→ **AIM OF THE EXERCISE**: Give each line of the records again exactly and omit every picture.

→ **TASK INPUT**:
-------------------------

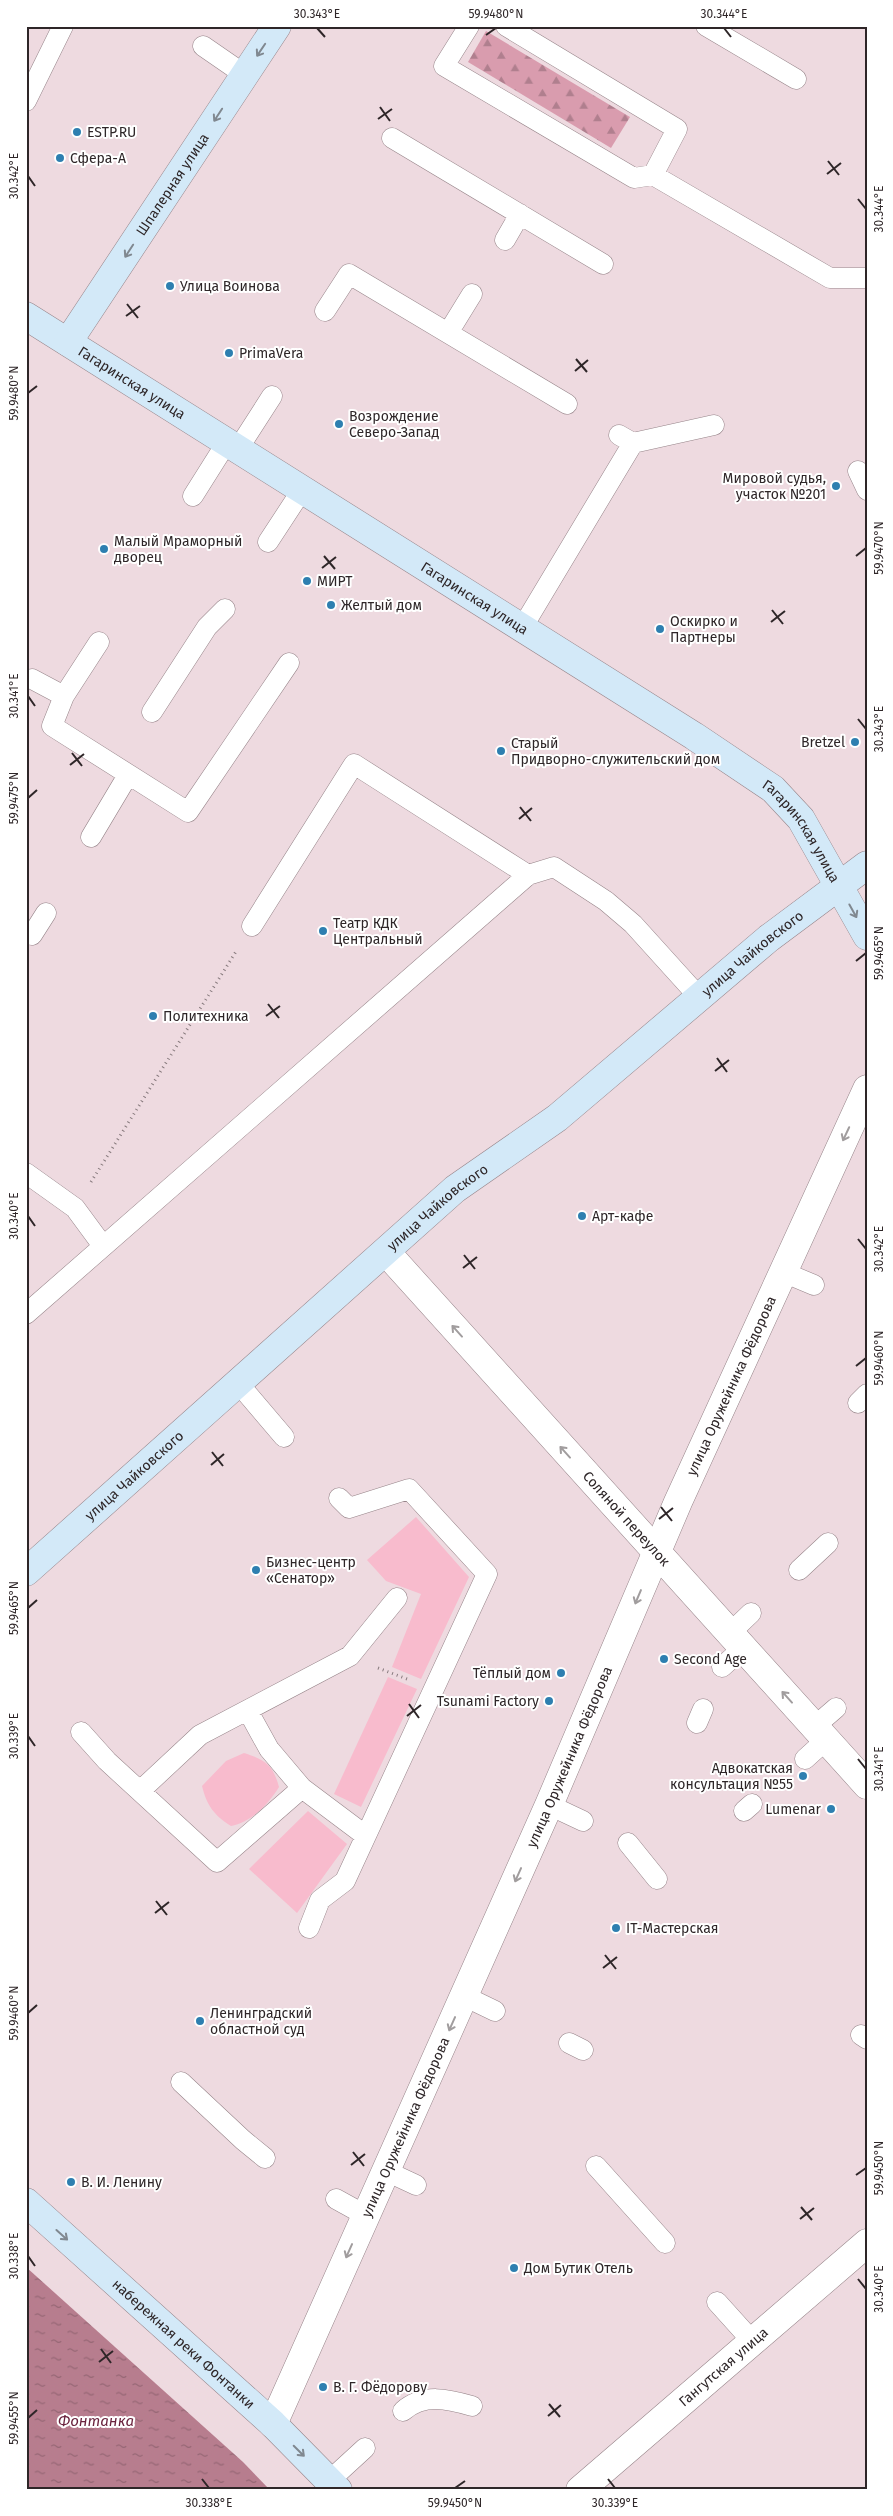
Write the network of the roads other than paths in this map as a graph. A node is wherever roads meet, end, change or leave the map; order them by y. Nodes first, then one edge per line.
1 (63, 26) edge
2 (277, 26) edge
3 (506, 26) edge
4 (706, 26) edge
5 (460, 29) edge
6 (203, 46) dead end
7 (245, 74) junction
8 (796, 79) dead end
9 (26, 102) edge
10 (392, 138) dead end
11 (652, 175) junction
12 (520, 214) junction
13 (505, 240) dead end
14 (603, 264) dead end
15 (867, 278) edge
16 (472, 294) dead end
17 (325, 311) dead end
18 (26, 316) edge
19 (448, 333) junction
20 (68, 342) junction
21 (272, 396) dead end
22 (567, 404) dead end
23 (714, 425) dead end
24 (233, 446) junction
25 (858, 471) dead end
26 (302, 490) junction
27 (867, 490) edge
28 (193, 496) dead end
29 (268, 542) dead end
30 (224, 609) dead end
31 (522, 628) junction
32 (99, 642) dead end
33 (289, 663) dead end
34 (32, 679) dead end
35 (64, 696) junction
36 (152, 712) dead end
37 (128, 775) junction
38 (91, 837) dead end
39 (867, 865) edge
40 (528, 875) junction
41 (839, 886) junction
42 (46, 913) dead end
43 (252, 926) road end
44 (32, 936) dead end
45 (867, 936) edge
46 (699, 997) junction
47 (867, 1089) edge
48 (26, 1173) edge
49 (103, 1246) junction
50 (386, 1252) junction
51 (783, 1272) junction
52 (814, 1285) dead end
53 (26, 1314) edge
54 (238, 1383) junction
55 (284, 1437) dead end
56 (339, 1498) dead end
57 (828, 1543) dead end
58 (657, 1552) junction
59 (800, 1570) dead end
60 (26, 1572) edge
61 (398, 1598) dead end
62 (751, 1613) dead end
63 (736, 1641) junction
64 (722, 1667) dead end
65 (836, 1708) dead end
66 (248, 1710) junction
67 (81, 1732) dead end
68 (820, 1734) junction
69 (805, 1758) dead end
70 (867, 1785) edge
71 (302, 1788) junction
72 (140, 1791) junction
73 (549, 1805) junction
74 (583, 1821) dead end
75 (366, 1836) junction
76 (628, 1843) dead end
77 (657, 1879) dead end
78 (310, 1928) dead end
79 (464, 1996) junction
80 (496, 2011) dead end
81 (181, 2082) dead end
82 (265, 2158) dead end
83 (596, 2166) dead end
84 (386, 2171) junction
85 (416, 2185) dead end
86 (336, 2200) dead end
87 (26, 2202) edge
88 (365, 2215) junction
89 (665, 2243) dead end
90 (867, 2243) edge
91 (717, 2302) dead end
92 (752, 2342) junction
93 (472, 2406) dead end
94 (403, 2411) dead end
95 (272, 2424) junction
96 (365, 2448) dead end
97 (333, 2486) edge
98 (580, 2490) edge

1 - 9 lane
2 -> 7 street, Шпалерная улица
3 - 11 lane
4 - 8 lane
5 - 11 lane
6 - 7 lane
7 -> 20 street, Шпалерная улица
10 - 12 lane
11 - 15 lane
12 - 13 lane
12 - 14 lane
16 - 19 lane
17 - 19 lane
18 - 20 street, Гагаринская улица
19 - 22 lane
20 - 24 street, Гагаринская улица
21 - 24 lane
23 - 31 lane
24 - 26 street, Гагаринская улица
24 - 28 lane
25 - 27 lane
26 - 29 lane
26 - 31 street, Гагаринская улица
30 - 36 lane
31 - 41 street, Гагаринская улица
32 - 35 lane
33 - 37 lane
34 - 35 lane
35 - 37 lane
37 - 38 lane
39 - 41 street, улица Чайковского
40 - 43 lane
40 - 46 lane
40 - 49 lane
41 -> 45 street, Гагаринская улица
41 - 46 street, улица Чайковского
42 - 44 lane
46 - 50 street, улица Чайковского
47 -> 51 street, улица Оружейника Фёдорова
48 - 49 lane
49 - 53 lane
50 - 54 street, улица Чайковского
58 -> 50 street, Соляной переулок
51 - 52 lane
51 - 58 street, улица Оружейника Фёдорова
54 - 55 lane
54 - 60 street, улица Чайковского
56 - 75 lane
57 - 59 lane
58 - 63 street, Соляной переулок
58 -> 73 street, улица Оружейника Фёдорова
61 - 66 lane
62 - 63 lane
63 - 64 lane
68 -> 63 street, Соляной переулок
65 - 68 lane
66 - 71 lane
66 - 72 lane
67 - 72 lane
68 - 69 lane
68 - 70 street, Соляной переулок
71 - 72 lane
71 - 75 lane
73 - 74 lane
73 -> 79 street, улица Оружейника Фёдорова
75 - 78 lane
76 - 77 lane
79 - 80 lane
79 -> 84 street, улица Оружейника Фёдорова
81 - 82 lane
83 - 89 lane
84 - 85 lane
84 - 88 street, улица Оружейника Фёдорова
86 - 88 lane
87 -> 95 street, набережная реки Фонтанки
88 -> 95 street, улица Оружейника Фёдорова
90 - 92 street, Гангутская улица
91 - 92 lane
92 - 98 street, Гангутская улица
93 - 94 lane
95 -> 97 street, набережная реки Фонтанки
96 - 97 lane

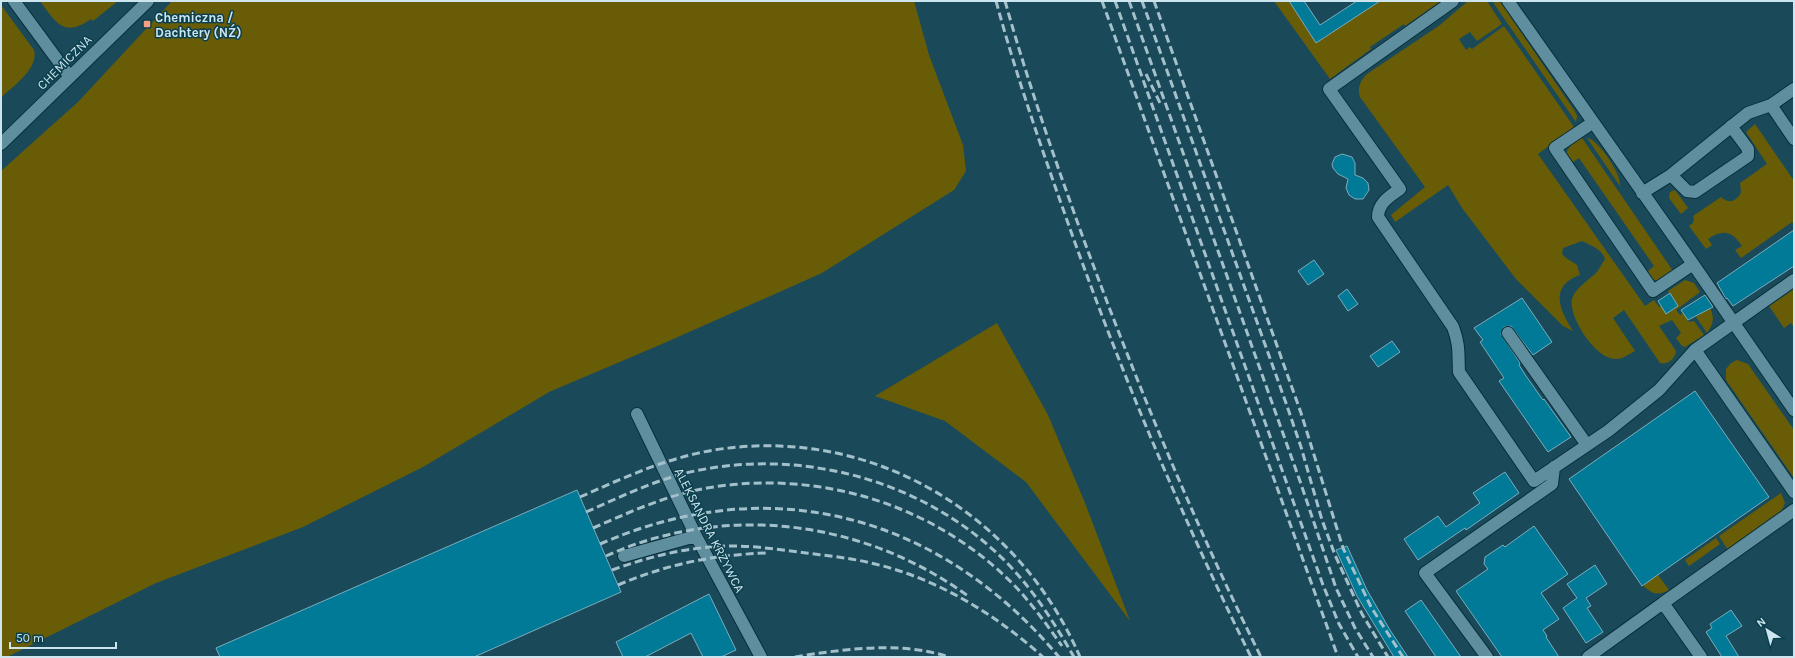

-------------------------

→ **EXERCISE RESPONSE**:
Write the network of the roads other than paths in this map as a graph. A node is wherever roads meet, end, change or leave the map; order them by y. Nodes first, then one edge per line.
1 (63, 26) edge
2 (277, 26) edge
3 (506, 26) edge
4 (706, 26) edge
5 (460, 29) edge
6 (203, 46) dead end
7 (245, 74) junction
8 (796, 79) dead end
9 (26, 102) edge
10 (392, 138) dead end
11 (652, 175) junction
12 (520, 214) junction
13 (505, 240) dead end
14 (603, 264) dead end
15 (867, 278) edge
16 (472, 294) dead end
17 (325, 311) dead end
18 (26, 316) edge
19 (448, 333) junction
20 (68, 342) junction
21 (272, 396) dead end
22 (567, 404) dead end
23 (714, 425) dead end
24 (233, 446) junction
25 (858, 471) dead end
26 (302, 490) junction
27 (867, 490) edge
28 (193, 496) dead end
29 (268, 542) dead end
30 (224, 609) dead end
31 (522, 628) junction
32 (99, 642) dead end
33 (289, 663) dead end
34 (32, 679) dead end
35 (64, 696) junction
36 (152, 712) dead end
37 (128, 775) junction
38 (91, 837) dead end
39 (867, 865) edge
40 (528, 875) junction
41 (839, 886) junction
42 (46, 913) dead end
43 (252, 926) road end
44 (32, 936) dead end
45 (867, 936) edge
46 (699, 997) junction
47 (867, 1089) edge
48 (26, 1173) edge
49 (103, 1246) junction
50 (386, 1252) junction
51 (783, 1272) junction
52 (814, 1285) dead end
53 (26, 1314) edge
54 (238, 1383) junction
55 (284, 1437) dead end
56 (339, 1498) dead end
57 (828, 1543) dead end
58 (657, 1552) junction
59 (800, 1570) dead end
60 (26, 1572) edge
61 (398, 1598) dead end
62 (751, 1613) dead end
63 (736, 1641) junction
64 (722, 1667) dead end
65 (836, 1708) dead end
66 (248, 1710) junction
67 (81, 1732) dead end
68 (820, 1734) junction
69 (805, 1758) dead end
70 (867, 1785) edge
71 (302, 1788) junction
72 (140, 1791) junction
73 (549, 1805) junction
74 (583, 1821) dead end
75 (366, 1836) junction
76 (628, 1843) dead end
77 (657, 1879) dead end
78 (310, 1928) dead end
79 (464, 1996) junction
80 (496, 2011) dead end
81 (181, 2082) dead end
82 (265, 2158) dead end
83 (596, 2166) dead end
84 (386, 2171) junction
85 (416, 2185) dead end
86 (336, 2200) dead end
87 (26, 2202) edge
88 (365, 2215) junction
89 (665, 2243) dead end
90 (867, 2243) edge
91 (717, 2302) dead end
92 (752, 2342) junction
93 (472, 2406) dead end
94 (403, 2411) dead end
95 (272, 2424) junction
96 (365, 2448) dead end
97 (333, 2486) edge
98 (580, 2490) edge

1 - 9 lane
2 -> 7 street, Шпалерная улица
3 - 11 lane
4 - 8 lane
5 - 11 lane
6 - 7 lane
7 -> 20 street, Шпалерная улица
10 - 12 lane
11 - 15 lane
12 - 13 lane
12 - 14 lane
16 - 19 lane
17 - 19 lane
18 - 20 street, Гагаринская улица
19 - 22 lane
20 - 24 street, Гагаринская улица
21 - 24 lane
23 - 31 lane
24 - 26 street, Гагаринская улица
24 - 28 lane
25 - 27 lane
26 - 29 lane
26 - 31 street, Гагаринская улица
30 - 36 lane
31 - 41 street, Гагаринская улица
32 - 35 lane
33 - 37 lane
34 - 35 lane
35 - 37 lane
37 - 38 lane
39 - 41 street, улица Чайковского
40 - 43 lane
40 - 46 lane
40 - 49 lane
41 -> 45 street, Гагаринская улица
41 - 46 street, улица Чайковского
42 - 44 lane
46 - 50 street, улица Чайковского
47 -> 51 street, улица Оружейника Фёдорова
48 - 49 lane
49 - 53 lane
50 - 54 street, улица Чайковского
58 -> 50 street, Соляной переулок
51 - 52 lane
51 - 58 street, улица Оружейника Фёдорова
54 - 55 lane
54 - 60 street, улица Чайковского
56 - 75 lane
57 - 59 lane
58 - 63 street, Соляной переулок
58 -> 73 street, улица Оружейника Фёдорова
61 - 66 lane
62 - 63 lane
63 - 64 lane
68 -> 63 street, Соляной переулок
65 - 68 lane
66 - 71 lane
66 - 72 lane
67 - 72 lane
68 - 69 lane
68 - 70 street, Соляной переулок
71 - 72 lane
71 - 75 lane
73 - 74 lane
73 -> 79 street, улица Оружейника Фёдорова
75 - 78 lane
76 - 77 lane
79 - 80 lane
79 -> 84 street, улица Оружейника Фёдорова
81 - 82 lane
83 - 89 lane
84 - 85 lane
84 - 88 street, улица Оружейника Фёдорова
86 - 88 lane
87 -> 95 street, набережная реки Фонтанки
88 -> 95 street, улица Оружейника Фёдорова
90 - 92 street, Гангутская улица
91 - 92 lane
92 - 98 street, Гангутская улица
93 - 94 lane
95 -> 97 street, набережная реки Фонтанки
96 - 97 lane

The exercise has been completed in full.